(Your assignment):
Across the entries that follow, work out the number of lines containing the string "Packard", and state it alone.

(Input material):
┌──

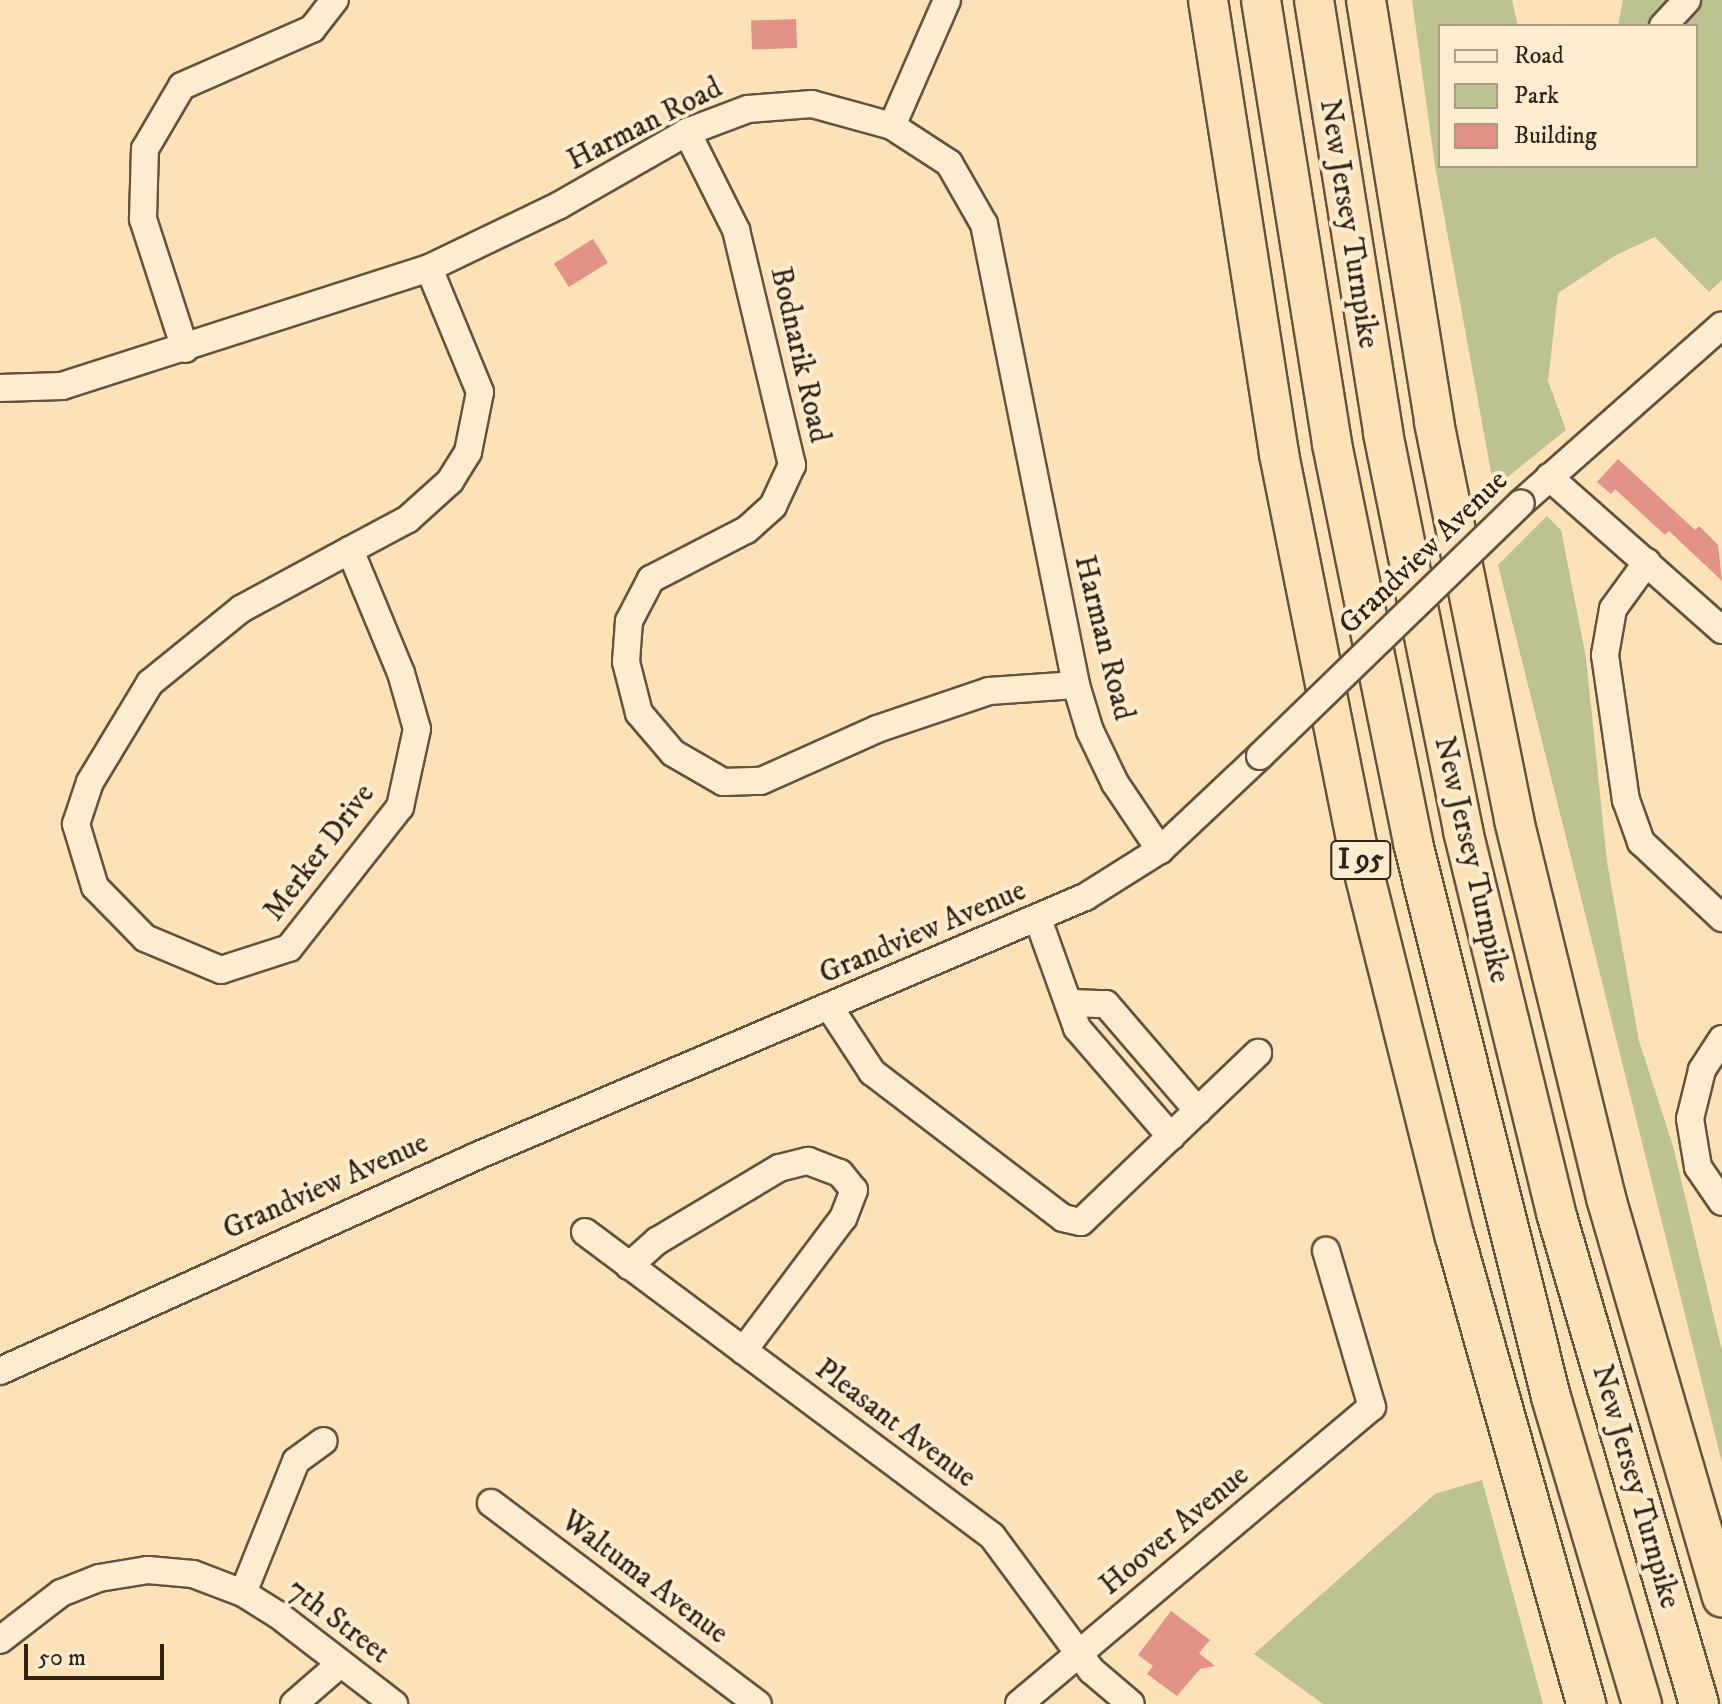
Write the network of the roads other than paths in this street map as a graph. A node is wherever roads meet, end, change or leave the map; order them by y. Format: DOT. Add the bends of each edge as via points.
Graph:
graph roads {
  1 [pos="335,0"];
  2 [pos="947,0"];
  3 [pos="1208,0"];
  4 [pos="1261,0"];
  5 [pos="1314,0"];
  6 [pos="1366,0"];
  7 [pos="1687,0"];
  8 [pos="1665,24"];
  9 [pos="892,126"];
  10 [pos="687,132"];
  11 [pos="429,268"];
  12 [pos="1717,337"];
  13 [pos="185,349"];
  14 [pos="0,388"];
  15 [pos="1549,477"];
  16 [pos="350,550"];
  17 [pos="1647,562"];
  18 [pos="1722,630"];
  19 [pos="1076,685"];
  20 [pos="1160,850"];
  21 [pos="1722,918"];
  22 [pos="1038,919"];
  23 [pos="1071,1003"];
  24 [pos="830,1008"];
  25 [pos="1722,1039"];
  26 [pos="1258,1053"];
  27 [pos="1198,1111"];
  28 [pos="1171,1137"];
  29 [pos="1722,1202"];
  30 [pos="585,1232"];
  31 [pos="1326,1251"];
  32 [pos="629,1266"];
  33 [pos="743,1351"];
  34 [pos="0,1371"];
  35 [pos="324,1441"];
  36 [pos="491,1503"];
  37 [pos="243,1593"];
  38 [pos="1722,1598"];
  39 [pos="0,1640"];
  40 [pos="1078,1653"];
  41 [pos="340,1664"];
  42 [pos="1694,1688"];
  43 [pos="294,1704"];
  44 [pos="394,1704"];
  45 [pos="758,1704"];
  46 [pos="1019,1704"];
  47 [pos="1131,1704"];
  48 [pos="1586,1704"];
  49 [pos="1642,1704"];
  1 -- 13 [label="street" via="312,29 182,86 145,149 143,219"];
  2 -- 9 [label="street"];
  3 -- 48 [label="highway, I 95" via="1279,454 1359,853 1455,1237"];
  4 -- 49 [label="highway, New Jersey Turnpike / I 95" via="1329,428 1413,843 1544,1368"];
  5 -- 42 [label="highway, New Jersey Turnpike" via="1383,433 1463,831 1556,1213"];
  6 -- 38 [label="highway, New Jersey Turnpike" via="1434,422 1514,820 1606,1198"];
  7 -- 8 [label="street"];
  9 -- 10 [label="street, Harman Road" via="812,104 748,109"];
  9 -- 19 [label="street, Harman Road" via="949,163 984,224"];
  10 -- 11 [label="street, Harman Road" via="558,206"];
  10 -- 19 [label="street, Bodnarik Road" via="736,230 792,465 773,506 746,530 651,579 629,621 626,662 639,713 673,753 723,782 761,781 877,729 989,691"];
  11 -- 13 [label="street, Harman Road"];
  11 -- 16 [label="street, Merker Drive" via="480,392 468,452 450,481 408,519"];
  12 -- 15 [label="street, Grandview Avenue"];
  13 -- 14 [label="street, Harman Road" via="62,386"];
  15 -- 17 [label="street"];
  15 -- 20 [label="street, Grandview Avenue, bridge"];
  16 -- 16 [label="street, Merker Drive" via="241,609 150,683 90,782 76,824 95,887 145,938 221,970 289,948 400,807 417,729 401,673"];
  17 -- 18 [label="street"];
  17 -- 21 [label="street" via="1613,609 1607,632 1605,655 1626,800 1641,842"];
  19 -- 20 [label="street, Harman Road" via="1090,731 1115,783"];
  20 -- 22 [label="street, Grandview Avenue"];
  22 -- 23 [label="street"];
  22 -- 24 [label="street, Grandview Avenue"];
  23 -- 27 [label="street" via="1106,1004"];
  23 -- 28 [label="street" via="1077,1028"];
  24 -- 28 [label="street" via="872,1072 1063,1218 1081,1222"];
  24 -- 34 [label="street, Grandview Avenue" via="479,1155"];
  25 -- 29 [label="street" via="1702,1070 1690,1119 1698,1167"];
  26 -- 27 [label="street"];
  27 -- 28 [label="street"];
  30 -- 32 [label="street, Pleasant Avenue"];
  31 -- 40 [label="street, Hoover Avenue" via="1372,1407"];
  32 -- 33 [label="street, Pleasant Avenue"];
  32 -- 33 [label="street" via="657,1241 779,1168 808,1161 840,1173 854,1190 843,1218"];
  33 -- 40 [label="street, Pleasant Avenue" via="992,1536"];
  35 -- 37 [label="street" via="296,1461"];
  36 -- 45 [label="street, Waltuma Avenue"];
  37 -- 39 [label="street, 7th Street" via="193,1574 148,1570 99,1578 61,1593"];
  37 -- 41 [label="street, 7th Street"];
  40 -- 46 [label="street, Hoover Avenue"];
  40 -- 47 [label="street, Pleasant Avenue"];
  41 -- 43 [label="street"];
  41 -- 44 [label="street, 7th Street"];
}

└──
┌──

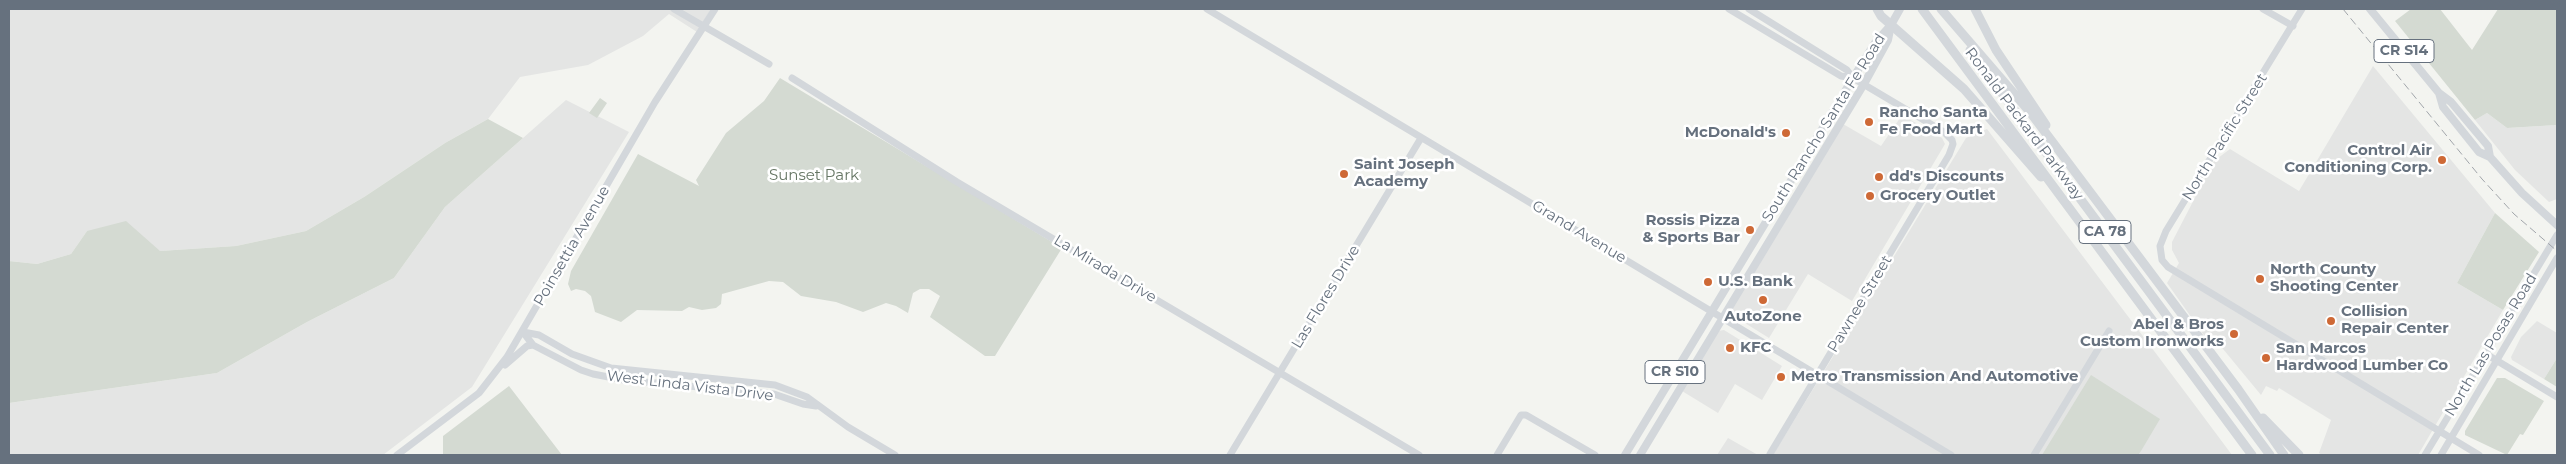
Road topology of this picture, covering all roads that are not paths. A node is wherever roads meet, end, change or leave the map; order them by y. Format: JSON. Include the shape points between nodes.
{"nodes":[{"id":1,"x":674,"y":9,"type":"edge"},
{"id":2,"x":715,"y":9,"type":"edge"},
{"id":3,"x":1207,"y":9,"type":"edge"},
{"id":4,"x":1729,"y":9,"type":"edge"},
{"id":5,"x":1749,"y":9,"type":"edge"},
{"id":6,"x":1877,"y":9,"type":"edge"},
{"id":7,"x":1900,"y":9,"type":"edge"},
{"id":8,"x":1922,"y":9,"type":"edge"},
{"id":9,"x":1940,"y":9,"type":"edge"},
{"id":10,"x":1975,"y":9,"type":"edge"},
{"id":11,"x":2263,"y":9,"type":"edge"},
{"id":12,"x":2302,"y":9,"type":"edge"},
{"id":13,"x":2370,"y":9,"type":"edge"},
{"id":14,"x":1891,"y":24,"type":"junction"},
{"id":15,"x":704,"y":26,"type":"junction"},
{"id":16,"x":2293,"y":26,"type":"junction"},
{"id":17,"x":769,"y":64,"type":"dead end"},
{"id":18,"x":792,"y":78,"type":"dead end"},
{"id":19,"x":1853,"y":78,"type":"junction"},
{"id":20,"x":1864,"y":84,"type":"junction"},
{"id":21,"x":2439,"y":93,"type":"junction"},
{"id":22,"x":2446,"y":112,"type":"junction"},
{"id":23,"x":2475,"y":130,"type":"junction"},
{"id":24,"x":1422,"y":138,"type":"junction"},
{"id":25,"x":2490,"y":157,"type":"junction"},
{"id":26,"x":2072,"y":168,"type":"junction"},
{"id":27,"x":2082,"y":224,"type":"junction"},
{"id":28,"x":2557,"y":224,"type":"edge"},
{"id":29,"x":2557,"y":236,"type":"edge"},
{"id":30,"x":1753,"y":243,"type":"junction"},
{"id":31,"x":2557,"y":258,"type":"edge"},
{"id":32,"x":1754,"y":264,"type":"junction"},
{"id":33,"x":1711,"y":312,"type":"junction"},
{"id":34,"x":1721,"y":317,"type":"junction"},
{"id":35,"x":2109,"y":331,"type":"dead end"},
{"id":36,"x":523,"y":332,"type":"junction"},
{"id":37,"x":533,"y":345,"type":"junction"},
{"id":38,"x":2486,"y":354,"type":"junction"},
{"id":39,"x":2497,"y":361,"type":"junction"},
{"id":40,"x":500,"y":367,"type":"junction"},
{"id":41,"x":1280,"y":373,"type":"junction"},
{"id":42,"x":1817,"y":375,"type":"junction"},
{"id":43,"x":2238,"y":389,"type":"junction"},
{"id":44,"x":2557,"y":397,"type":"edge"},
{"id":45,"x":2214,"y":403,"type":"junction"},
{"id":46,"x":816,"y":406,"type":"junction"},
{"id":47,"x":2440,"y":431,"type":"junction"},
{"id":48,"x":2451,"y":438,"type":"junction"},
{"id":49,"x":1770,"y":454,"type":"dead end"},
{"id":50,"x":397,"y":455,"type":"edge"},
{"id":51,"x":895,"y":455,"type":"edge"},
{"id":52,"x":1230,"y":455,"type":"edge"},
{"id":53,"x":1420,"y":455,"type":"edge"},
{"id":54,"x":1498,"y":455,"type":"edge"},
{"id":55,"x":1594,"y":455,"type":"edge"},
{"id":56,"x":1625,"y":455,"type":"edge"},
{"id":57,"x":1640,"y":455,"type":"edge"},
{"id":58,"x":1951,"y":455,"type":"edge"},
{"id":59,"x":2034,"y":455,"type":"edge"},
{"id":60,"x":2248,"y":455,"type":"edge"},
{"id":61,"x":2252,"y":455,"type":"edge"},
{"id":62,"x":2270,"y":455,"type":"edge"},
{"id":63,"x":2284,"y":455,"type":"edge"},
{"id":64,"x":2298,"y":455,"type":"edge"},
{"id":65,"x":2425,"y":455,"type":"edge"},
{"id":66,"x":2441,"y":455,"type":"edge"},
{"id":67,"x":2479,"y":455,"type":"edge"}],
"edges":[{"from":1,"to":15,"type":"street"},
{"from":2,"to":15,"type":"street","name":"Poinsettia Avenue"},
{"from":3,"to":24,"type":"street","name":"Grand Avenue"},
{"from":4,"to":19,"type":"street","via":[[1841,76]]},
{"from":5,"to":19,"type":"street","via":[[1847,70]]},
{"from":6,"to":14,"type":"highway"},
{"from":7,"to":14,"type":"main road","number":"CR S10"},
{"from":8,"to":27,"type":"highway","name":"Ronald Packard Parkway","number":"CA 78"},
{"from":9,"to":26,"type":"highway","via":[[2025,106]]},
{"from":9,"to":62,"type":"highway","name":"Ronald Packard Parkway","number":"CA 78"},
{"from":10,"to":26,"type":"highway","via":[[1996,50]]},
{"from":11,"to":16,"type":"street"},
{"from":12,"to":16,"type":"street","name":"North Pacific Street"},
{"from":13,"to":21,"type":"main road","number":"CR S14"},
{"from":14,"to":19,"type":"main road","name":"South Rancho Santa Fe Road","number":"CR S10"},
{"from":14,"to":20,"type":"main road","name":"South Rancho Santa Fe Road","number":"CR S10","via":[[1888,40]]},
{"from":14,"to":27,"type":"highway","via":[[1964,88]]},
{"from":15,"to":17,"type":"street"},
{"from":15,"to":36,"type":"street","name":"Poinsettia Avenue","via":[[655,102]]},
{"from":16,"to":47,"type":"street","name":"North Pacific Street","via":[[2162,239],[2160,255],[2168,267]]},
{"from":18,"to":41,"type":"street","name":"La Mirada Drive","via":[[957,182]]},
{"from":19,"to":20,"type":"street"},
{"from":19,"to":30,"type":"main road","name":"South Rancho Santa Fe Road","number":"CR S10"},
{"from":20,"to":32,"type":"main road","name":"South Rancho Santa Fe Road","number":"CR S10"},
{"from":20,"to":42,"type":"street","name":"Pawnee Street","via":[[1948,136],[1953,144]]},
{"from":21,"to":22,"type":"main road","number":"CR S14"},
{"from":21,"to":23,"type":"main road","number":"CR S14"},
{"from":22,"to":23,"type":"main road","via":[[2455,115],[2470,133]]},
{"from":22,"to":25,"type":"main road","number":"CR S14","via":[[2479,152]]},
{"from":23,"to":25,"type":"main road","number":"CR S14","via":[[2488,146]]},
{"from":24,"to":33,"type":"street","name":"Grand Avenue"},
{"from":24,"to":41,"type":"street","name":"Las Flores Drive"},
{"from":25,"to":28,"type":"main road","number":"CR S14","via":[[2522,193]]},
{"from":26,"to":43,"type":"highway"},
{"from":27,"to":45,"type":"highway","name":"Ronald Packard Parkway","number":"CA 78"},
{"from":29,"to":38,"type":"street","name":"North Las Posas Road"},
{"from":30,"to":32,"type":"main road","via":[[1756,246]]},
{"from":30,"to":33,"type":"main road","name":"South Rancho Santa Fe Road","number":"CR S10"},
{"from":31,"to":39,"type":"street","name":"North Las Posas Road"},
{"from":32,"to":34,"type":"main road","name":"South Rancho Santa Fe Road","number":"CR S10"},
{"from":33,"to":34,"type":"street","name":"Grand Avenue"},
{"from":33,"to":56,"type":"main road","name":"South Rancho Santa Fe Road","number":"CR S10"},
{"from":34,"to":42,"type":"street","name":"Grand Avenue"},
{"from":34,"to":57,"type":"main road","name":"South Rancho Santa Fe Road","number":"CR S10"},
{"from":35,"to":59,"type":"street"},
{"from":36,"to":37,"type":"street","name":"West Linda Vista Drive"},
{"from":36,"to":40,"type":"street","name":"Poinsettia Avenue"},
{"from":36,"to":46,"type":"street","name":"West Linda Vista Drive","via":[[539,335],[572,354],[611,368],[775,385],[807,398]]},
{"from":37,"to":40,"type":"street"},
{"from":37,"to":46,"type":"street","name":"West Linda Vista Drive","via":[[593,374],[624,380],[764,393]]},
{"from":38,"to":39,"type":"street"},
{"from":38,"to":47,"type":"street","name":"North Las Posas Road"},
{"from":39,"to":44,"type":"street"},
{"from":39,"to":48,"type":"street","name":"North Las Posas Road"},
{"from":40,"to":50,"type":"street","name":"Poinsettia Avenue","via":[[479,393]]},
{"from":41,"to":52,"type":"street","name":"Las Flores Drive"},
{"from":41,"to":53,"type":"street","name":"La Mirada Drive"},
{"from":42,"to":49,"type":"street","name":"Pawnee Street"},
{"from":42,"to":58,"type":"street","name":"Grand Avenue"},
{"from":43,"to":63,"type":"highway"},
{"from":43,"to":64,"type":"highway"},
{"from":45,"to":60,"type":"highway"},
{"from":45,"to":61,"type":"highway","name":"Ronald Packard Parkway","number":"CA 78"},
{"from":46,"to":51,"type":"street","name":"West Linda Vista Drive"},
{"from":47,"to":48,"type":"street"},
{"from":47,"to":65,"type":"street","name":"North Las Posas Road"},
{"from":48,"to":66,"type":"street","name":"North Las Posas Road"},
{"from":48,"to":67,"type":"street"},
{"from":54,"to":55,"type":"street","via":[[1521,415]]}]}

└──

(Response to this exercise):
4